Que el cerebro privilegie una información necesaria (como hallar la salida) no significa que no haya procesado las demás. “Descartar” no significa “no ver” para un lectoespectador, sino sólo “procesar en otro momento”.

En nuestros días, todos somos acuciados o apelados desde millares de signos o anuncios con texto e imagen. Textovisual es la portada de este periódico, textovisuales son los telediarios (algunos incrustan en la parte inferior de la pantalla una banda móvil de texto con otras noticias), y textovisuales son las pantallas de los ordenadores o de los telefónos móviles. La propia ciudad y las carreteras que enlazan unas urbes con otras son asimismo vastos repertorios de señales escritas, visuales y auditivas; emisiones que leemos de forma cruzada pero precisa, completa y complejamente, estableciendo no sólo el significado concreto de cada una sino también sus relaciones de conjunto. Si en el mismo cruce viésemos un stop y un ceda el paso juntos, el cortocircuito de sentido generado, aun estando más que familiarizados con ambos iconos, llamaría nuestra atención instantáneamente. Cuando comienza en una pantalla publicitaria un anuncio muy conocido distraemos la mirada, que regresa si el spot se interrumpe con otra secuencia de imágenes inesperada.

Todos somos por tanto lectores y espectadores de nuestro entorno, lectoespectadores capaces de aprehender de forma simultánea y sistemática todas las emisiones sígnicas de nuestro mundo con independencia del formato en que se encuentren. Internet, que es una imagen incluso cuando sólo hay texto en pantalla, ha terminado de familiarizarnos con la visión de ambas realidades en una sola y superior. La información textovisual y este nuevo modo de percibir la realidad se han incorporado de un modo tan natural a nuestra vida que los artistas y escritores (“antenas de la raza humana”, según Ezra Pound), no solo han captado esta tendencia, sino que la han hecho suya y procesan en formas textovisuales sus creaciones, cada vez con mayor frecuencia. Escritores franceses como Annie Ernaux o Claro, canadienses como Douglas Coupland, británicos como Jeff Noon, mexicanos como Cristina Rivera Garza, estadounidenses como Mark Danielewski, peruanos como Claudia Ulloa o César Gutiérrez, chilenos como Carlos Labbé o varios autores españoles escriben libros con zonas anfibias entre texto e imagen, obras flotantes entre dos aguas (El libro flotante de Caytran Dölphyn, del ecuatoriano Leonardo Valencia, tiene una versión convencional en papel y otra, textovisual, en la Red).
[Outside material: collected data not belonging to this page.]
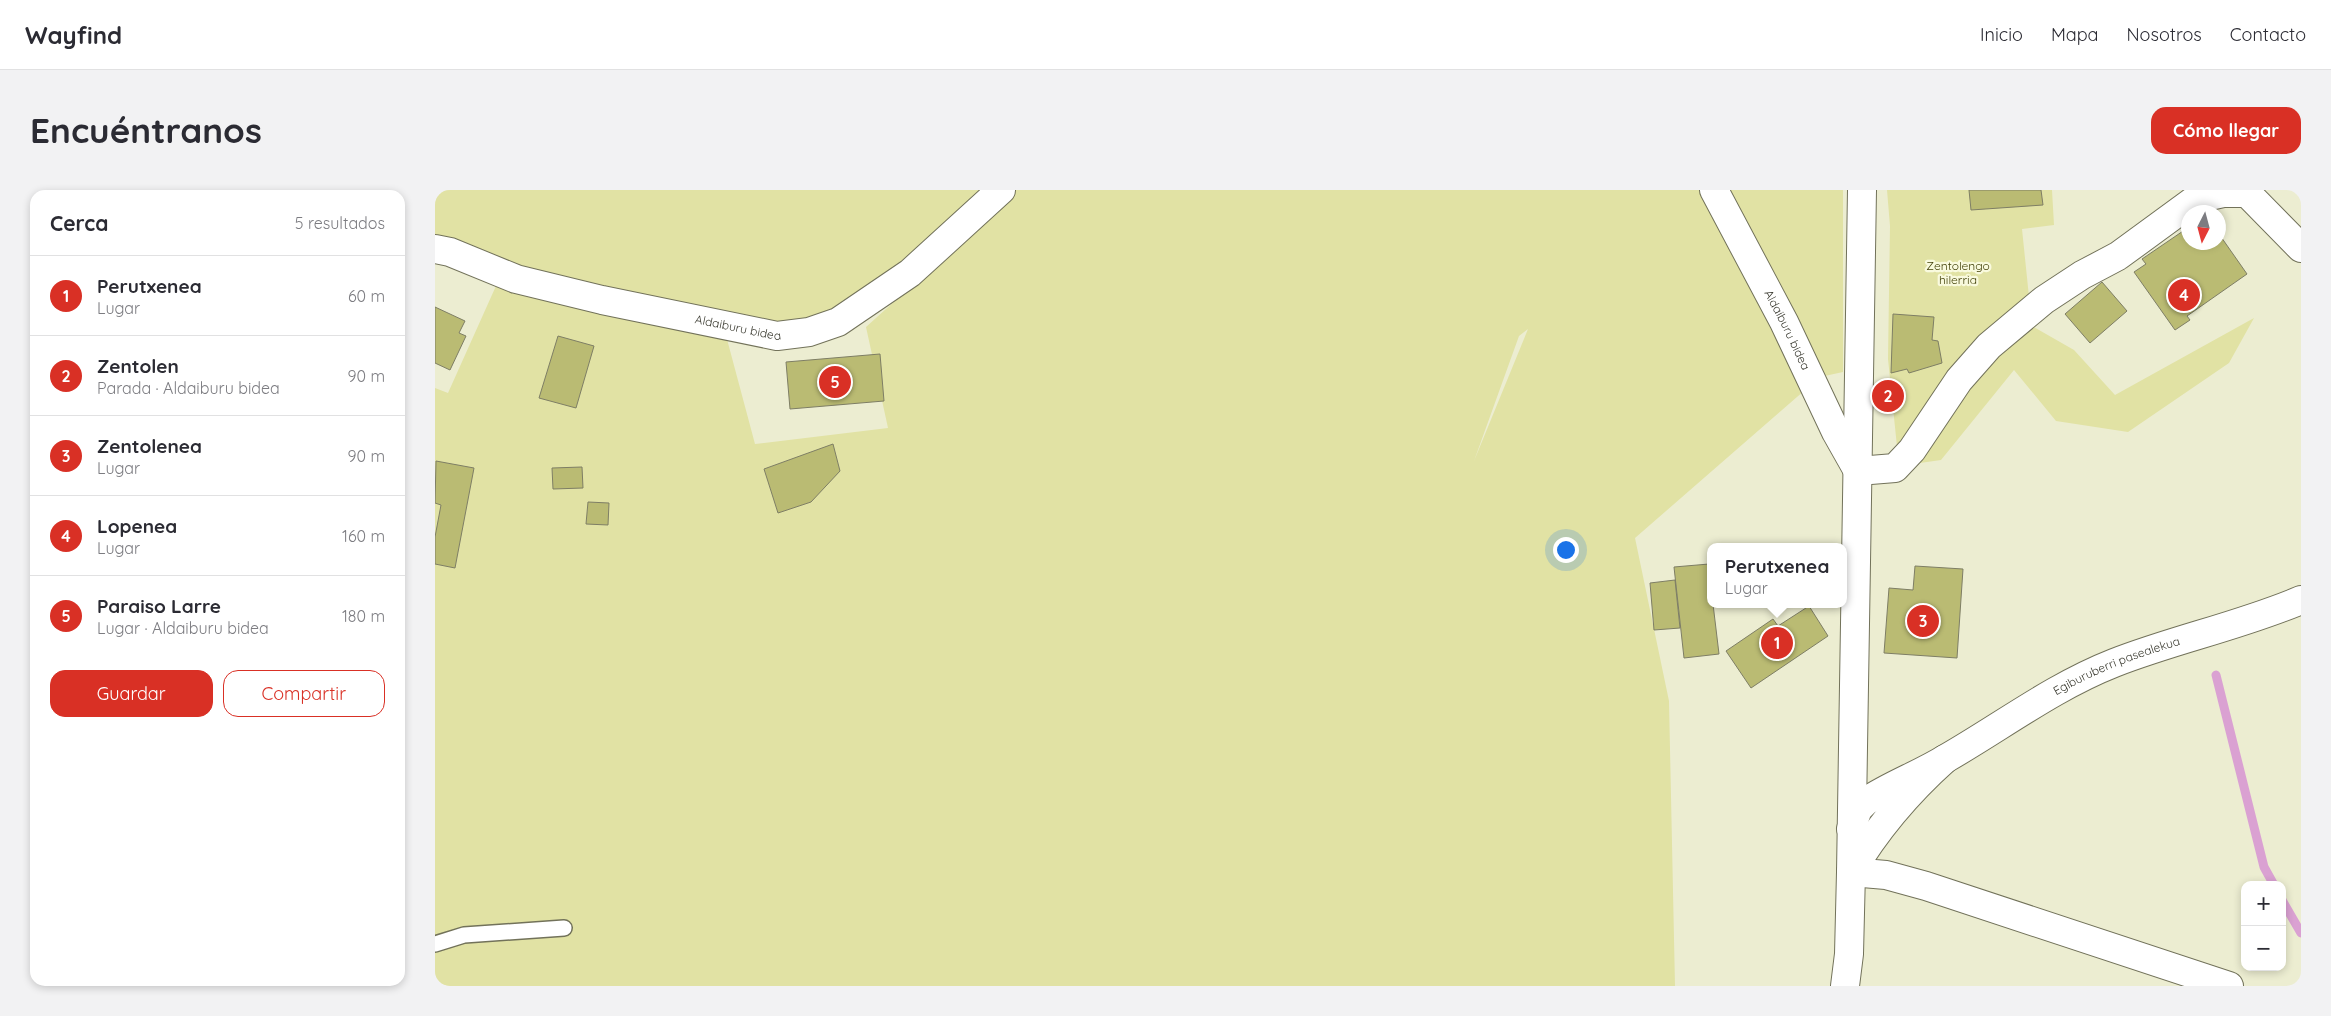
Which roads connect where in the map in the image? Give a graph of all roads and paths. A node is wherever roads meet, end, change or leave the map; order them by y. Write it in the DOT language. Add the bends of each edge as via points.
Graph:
graph roads {
  1 [pos="1001,190"];
  2 [pos="1714,190"];
  3 [pos="1862,190"];
  4 [pos="2301,248"];
  5 [pos="435,249"];
  6 [pos="1858,471"];
  7 [pos="2301,600"];
  8 [pos="1945,760"];
  9 [pos="1851,829"];
  10 [pos="1851,872"];
  11 [pos="565,928"];
  12 [pos="435,944"];
  13 [pos="1845,986"];
  14 [pos="2229,986"];
  1 -- 5 [label="street, Aldaiburu bidea" via="910,273 838,322 809,332 777,336 517,279"];
  2 -- 6 [label="street, Aldaiburu bidea"];
  3 -- 6 [label="street"];
  4 -- 6 [label="street" via="2247,193 2223,193 2196,199 2118,256 2081,275 2045,300 1989,346 1959,380 1912,450 1895,468"];
  6 -- 9 [label="street"];
  7 -- 8 [label="street, Egiburuberri pasealekua" via="2241,623 2189,636 2112,664 2040,700"];
  8 -- 9 [label="street, Egiburuberri pasealekua" via="1865,802 1858,810"];
  8 -- 10 [label="street, Egiburuberri pasealekua" via="1893,810"];
  9 -- 10 [label="street"];
  10 -- 13 [label="street"];
  10 -- 14 [label="street" via="1886,875 1926,886"];
  11 -- 12 [label="lane" via="464,935"];
}
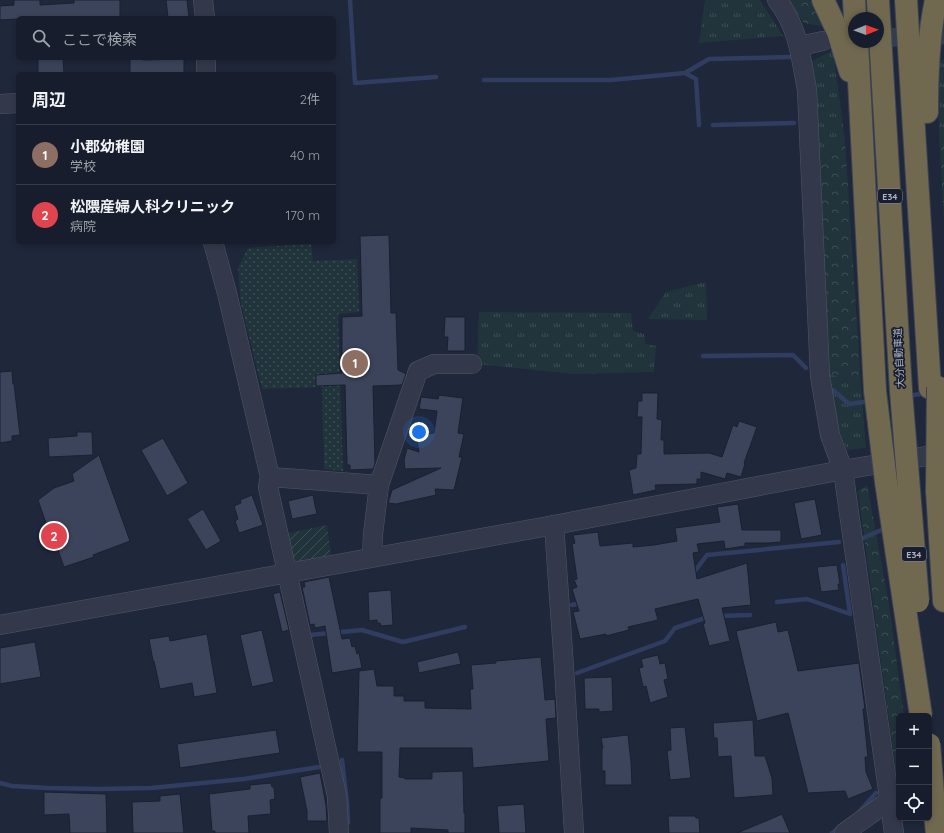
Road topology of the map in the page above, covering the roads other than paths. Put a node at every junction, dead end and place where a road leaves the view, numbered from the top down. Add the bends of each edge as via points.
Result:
1 (203, 0) edge
2 (777, 0) edge
3 (823, 0) edge
4 (854, 0) edge
5 (878, 0) edge
6 (906, 0) edge
7 (936, 0) edge
8 (855, 12) edge
9 (205, 16) edge
10 (824, 41) dead end
11 (799, 46) junction
12 (857, 48) edge
13 (206, 60) edge
14 (206, 72) edge
15 (16, 103) edge
16 (0, 104) edge
17 (864, 193) junction
18 (213, 244) edge
19 (472, 364) dead end
20 (934, 388) junction
21 (944, 453) edge
22 (843, 470) junction
23 (270, 477) junction
24 (379, 485) junction
25 (554, 525) junction
26 (372, 557) junction
27 (286, 573) junction
28 (944, 601) edge
29 (0, 625) edge
30 (921, 713) edge
31 (927, 713) edge
32 (930, 749) edge
33 (932, 780) edge
34 (935, 791) edge
35 (894, 799) edge
36 (339, 833) edge
37 (574, 833) edge
38 (844, 833) edge
39 (894, 833) edge
40 (937, 833) edge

Siempre, desde Simmias hasta los caligramistas pasando por Sterne, Mallarmé o Jardiel Poncela, ha existido la escritura dotada de conciencia espacial o con voluntad plástica, pero estamos ante una explosión global de prácticas (en Japón son muy populares las novelas construidas en minúsculos fragmentos para ser leídas en el móvil), que hace del libro convencional un campo de batalla, o de juegos, entre imagen y texto, convirtiendo la página en una página-pantalla o pantpágina diseñable a voluntad por el escritor. Un campo de búsqueda formal (aunque las formas traslucen siempre ideas) que encuentra en la actual difusión del libro electrónico un ancho horizonte de posibilidades.

Otro fenómeno espolea también la construcción de la realidad cotidiana como creadora de información textual y visual a un tiempo, y del mundo como lectoespectáculo: las redes sociales. Facebook y Google+ han estimulado la creación de contenidos donde las fotos subidas y los vídeos enlazados son parte esencial del discurso, junto con los estados escritos que las anuncian y los comentarios que las describen o celebran. Cadenas verticales de palabras e imágenes anudadas forman parte del día a día de 800 millones de personas, a los que habría que sumar los cientos de millones de usuarios de otras redes sociales, incluidos los blogs o bitácoras.

En su novela Los electrocutados, el argentino J. P. Zooey escribe: “las grandes épocas históricas imponen un modo de mirar las cosas”. La nuestra quizá no imponga pero desde luego recomienda una actitud lectoespectadora para aprehender nuestro entorno diario, para desentrañar el refulgente y ruidoso mundo en que vivimos.